## What you need to do
A verbatim copy of the full data, with no pictures, is the expected answer.

## Records
◇ ◇ ◇ ◇ ◇ ◇ ◇

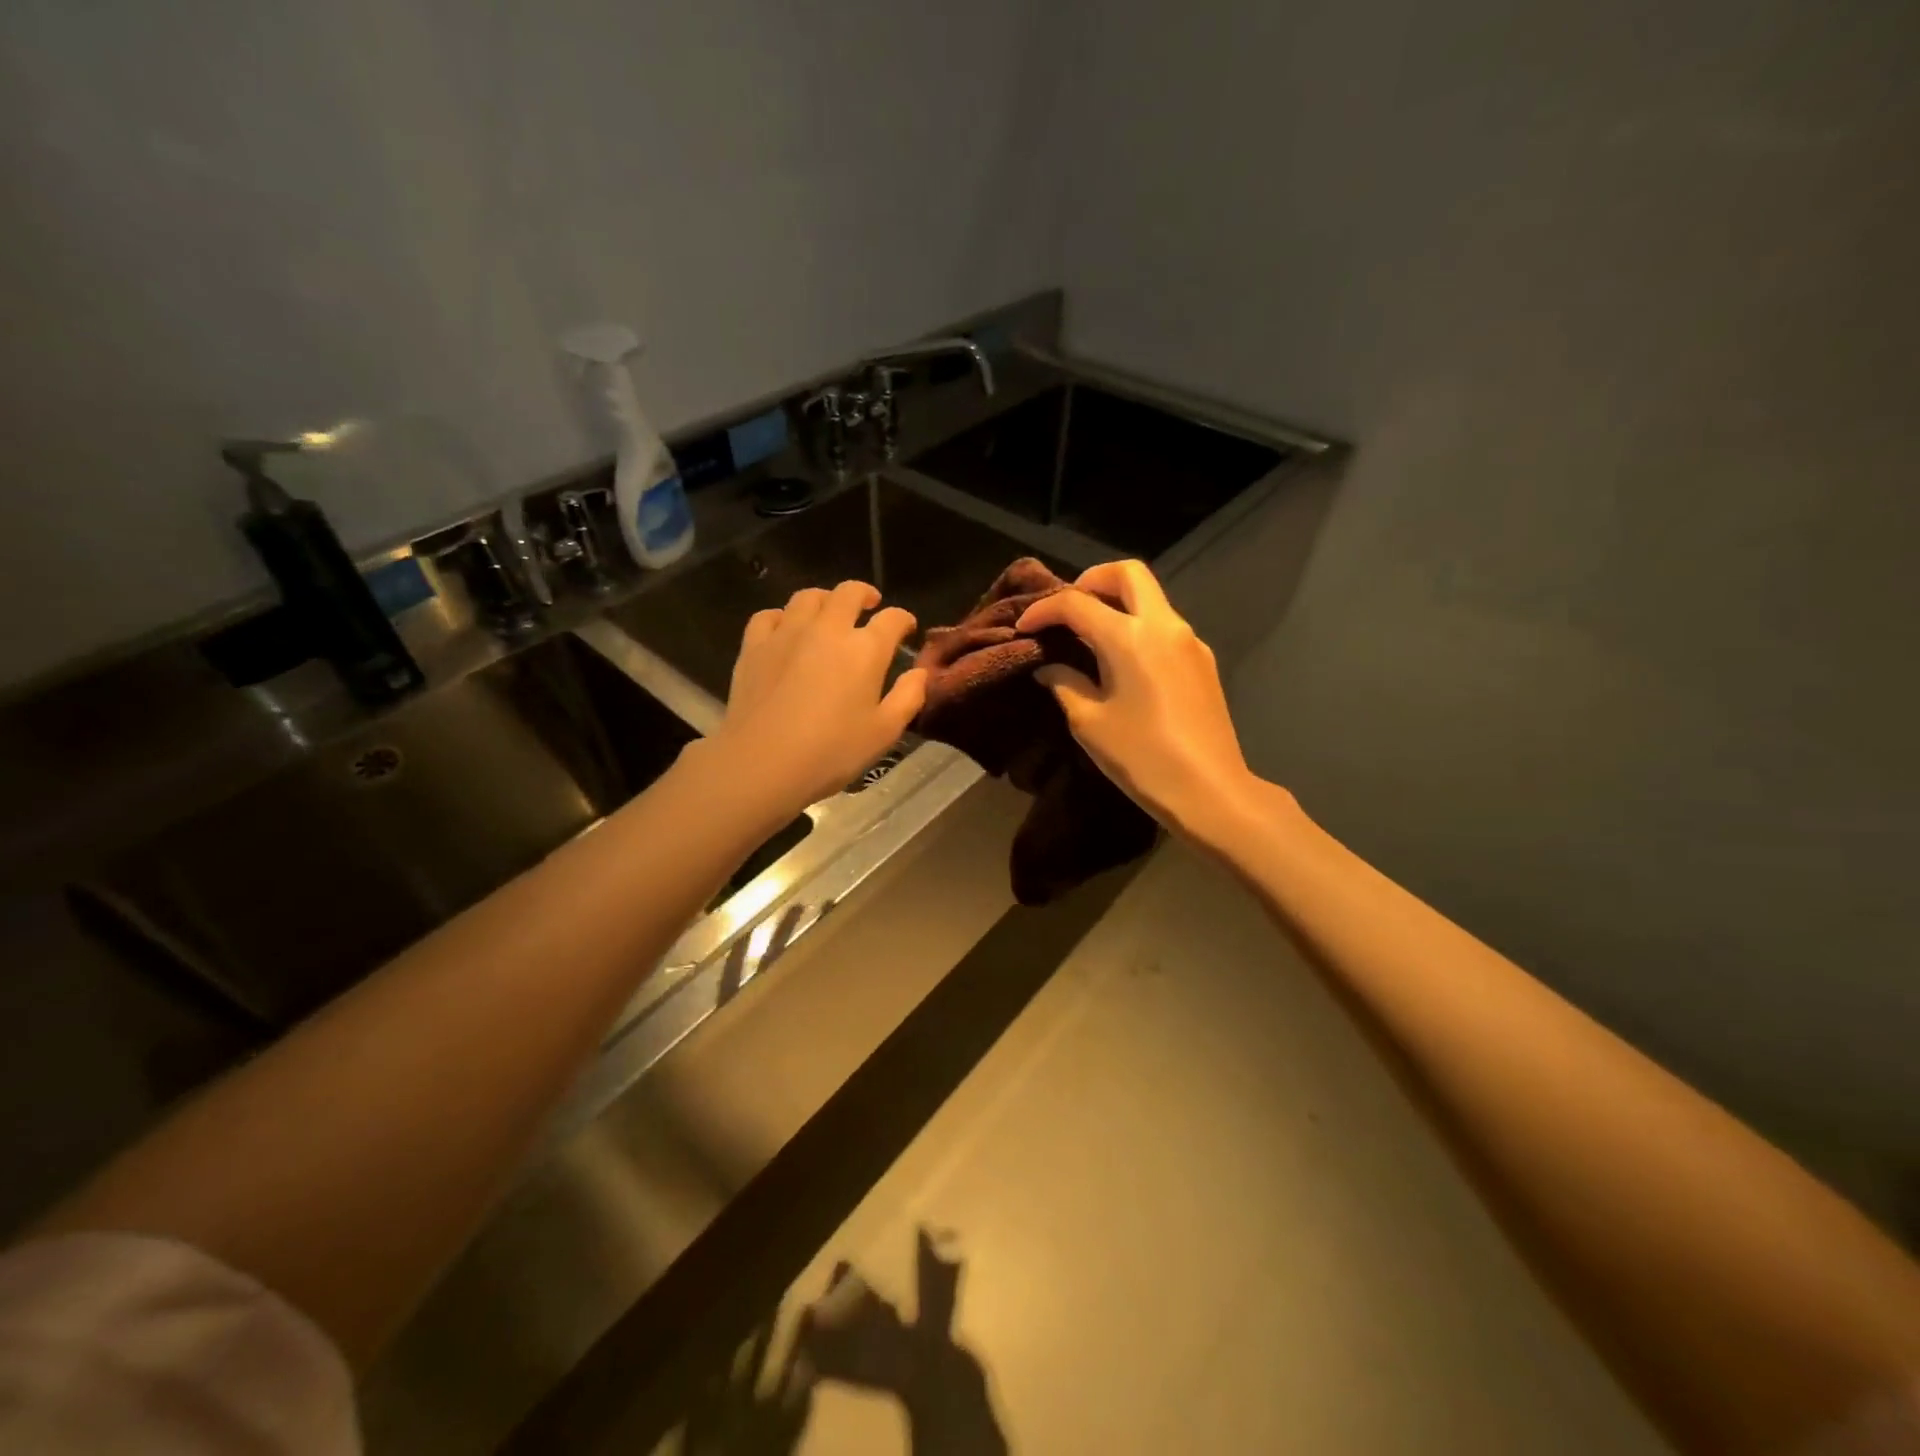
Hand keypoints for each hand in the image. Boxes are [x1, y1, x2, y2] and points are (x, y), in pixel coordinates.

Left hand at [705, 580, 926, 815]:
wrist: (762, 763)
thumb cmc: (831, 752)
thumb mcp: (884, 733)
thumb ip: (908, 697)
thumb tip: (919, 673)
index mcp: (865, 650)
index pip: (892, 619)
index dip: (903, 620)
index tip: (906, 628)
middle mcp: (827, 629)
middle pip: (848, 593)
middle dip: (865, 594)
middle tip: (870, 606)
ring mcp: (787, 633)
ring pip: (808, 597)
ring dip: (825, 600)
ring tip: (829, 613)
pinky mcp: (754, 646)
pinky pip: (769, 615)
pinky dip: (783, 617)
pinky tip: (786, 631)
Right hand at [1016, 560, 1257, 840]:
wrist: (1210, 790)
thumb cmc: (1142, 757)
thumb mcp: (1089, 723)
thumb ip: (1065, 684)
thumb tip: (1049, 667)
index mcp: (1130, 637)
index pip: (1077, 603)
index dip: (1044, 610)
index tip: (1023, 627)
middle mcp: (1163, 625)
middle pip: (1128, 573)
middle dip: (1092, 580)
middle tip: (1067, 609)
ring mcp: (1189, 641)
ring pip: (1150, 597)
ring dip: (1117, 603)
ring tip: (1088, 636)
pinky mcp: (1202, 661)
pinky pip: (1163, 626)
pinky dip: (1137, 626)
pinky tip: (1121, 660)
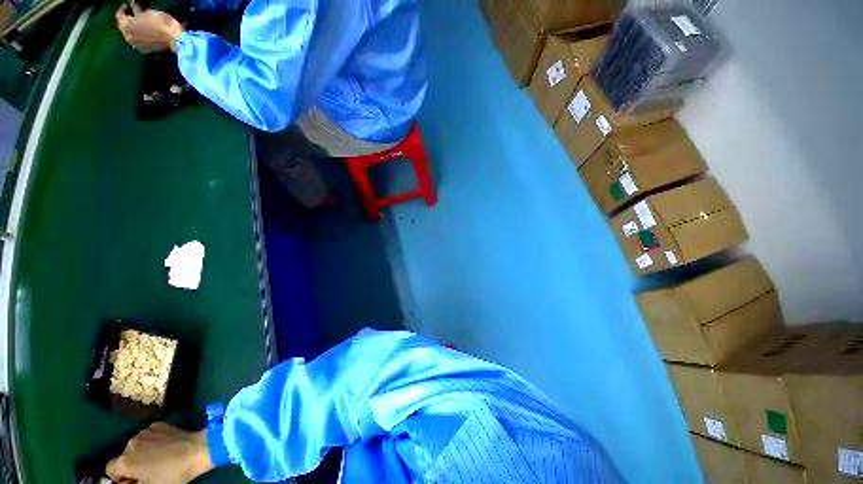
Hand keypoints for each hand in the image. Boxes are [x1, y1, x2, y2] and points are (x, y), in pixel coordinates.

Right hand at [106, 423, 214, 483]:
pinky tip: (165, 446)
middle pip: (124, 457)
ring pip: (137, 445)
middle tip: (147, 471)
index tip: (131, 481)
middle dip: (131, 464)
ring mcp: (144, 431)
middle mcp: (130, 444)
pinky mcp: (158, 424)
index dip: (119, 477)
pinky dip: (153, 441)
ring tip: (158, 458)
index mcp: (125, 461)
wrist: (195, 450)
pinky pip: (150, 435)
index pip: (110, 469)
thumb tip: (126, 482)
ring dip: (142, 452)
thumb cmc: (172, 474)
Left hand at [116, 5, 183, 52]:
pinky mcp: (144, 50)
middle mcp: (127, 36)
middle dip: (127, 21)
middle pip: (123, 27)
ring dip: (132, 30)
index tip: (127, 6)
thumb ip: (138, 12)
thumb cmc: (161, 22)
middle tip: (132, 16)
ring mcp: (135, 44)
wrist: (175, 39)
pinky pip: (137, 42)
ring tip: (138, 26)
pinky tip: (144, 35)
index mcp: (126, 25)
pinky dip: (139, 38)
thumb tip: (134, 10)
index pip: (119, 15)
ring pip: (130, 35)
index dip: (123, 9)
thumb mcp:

◇ ◇ ◇ ◇ ◇ ◇ ◇

## Result
Hand keypoints for each hand in the image. Boxes are [x1, y1, x2, y2] and points are (x, y), in pixel coordinates.

Left hand at [705, 580, 926, 815]:
wrist: (762, 763)
thumb cmc: (831, 752)
thumb mcp: (884, 733)
thumb ip: (908, 697)
thumb tip: (919, 673)
index mcp: (865, 650)
index pip: (892, 619)
index dip: (903, 620)
index tip: (906, 628)
middle mcp: (827, 629)
middle pip: (848, 593)
middle dip: (865, 594)
middle tip: (870, 606)
ring mcp: (787, 633)
ring pip: (808, 597)
ring dip: (825, 600)
ring tip: (829, 613)
pinky mcp: (754, 646)
pinky pip: (769, 615)
pinky dip: (783, 617)
pinky tip: (786, 631)
Right hand at [1016, 560, 1257, 840]:
wrist: (1210, 790)
thumb cmc: (1142, 757)
thumb mcp: (1089, 723)
thumb ip: (1065, 684)
thumb tip: (1049, 667)
index mcp: (1130, 637)
index pip: (1077, 603)
index dip: (1044, 610)
index tip: (1023, 627)
middle mcp: (1163, 625)
middle pip: (1128, 573)
middle dip: (1092, 580)
middle tip: (1067, 609)
ring mcp: (1189, 641)
ring pip: (1150, 597)
ring dip: (1117, 603)
ring tip: (1088, 636)
pinky mcp: (1202, 661)
pinky pip: (1163, 626)
pinky dip: (1137, 626)
pinky tip: (1121, 660)
Hand keypoints for each hand in the image. Boxes are [x1, y1, x2, y2] and points are (x, y), in pixel coordinates.

Right hand at [106, 423, 214, 483]:
pinky tip: (165, 446)
middle pip: (124, 457)
ring pip: (137, 445)
middle tip: (147, 471)
index tip: (131, 481)
middle dip: (131, 464)
ring mcp: (144, 431)
middle mcp: (130, 444)
pinky mcp: (158, 424)
index dip: (119, 477)
pinky dip: (153, 441)
ring tip: (158, 458)
index mcp: (125, 461)
wrist: (195, 450)
pinky pip: (150, 435)
index pip: (110, 469)
thumb tip: (126, 482)
ring dip: (142, 452)
thumb cmc: (172, 474)
Left hand at [116, 5, 183, 52]:
pinky mcp: (144, 50)
middle mcp: (127, 36)
middle dip: (127, 21)
middle pip: (123, 27)
ring dip: (132, 30)
index tip: (127, 6)
thumb ip: (138, 12)
thumb cmc: (161, 22)
middle tip: (132, 16)
ring mcp: (135, 44)
wrist: (175, 39)
pinky pip: (137, 42)
ring tip: (138, 26)
pinky tip: (144, 35)
index mcp: (126, 25)
pinky dip: (139, 38)
thumb tip: (134, 10)
index pip: (119, 15)
ring pip: (130, 35)
index dip: (123, 9)
thumb mcp:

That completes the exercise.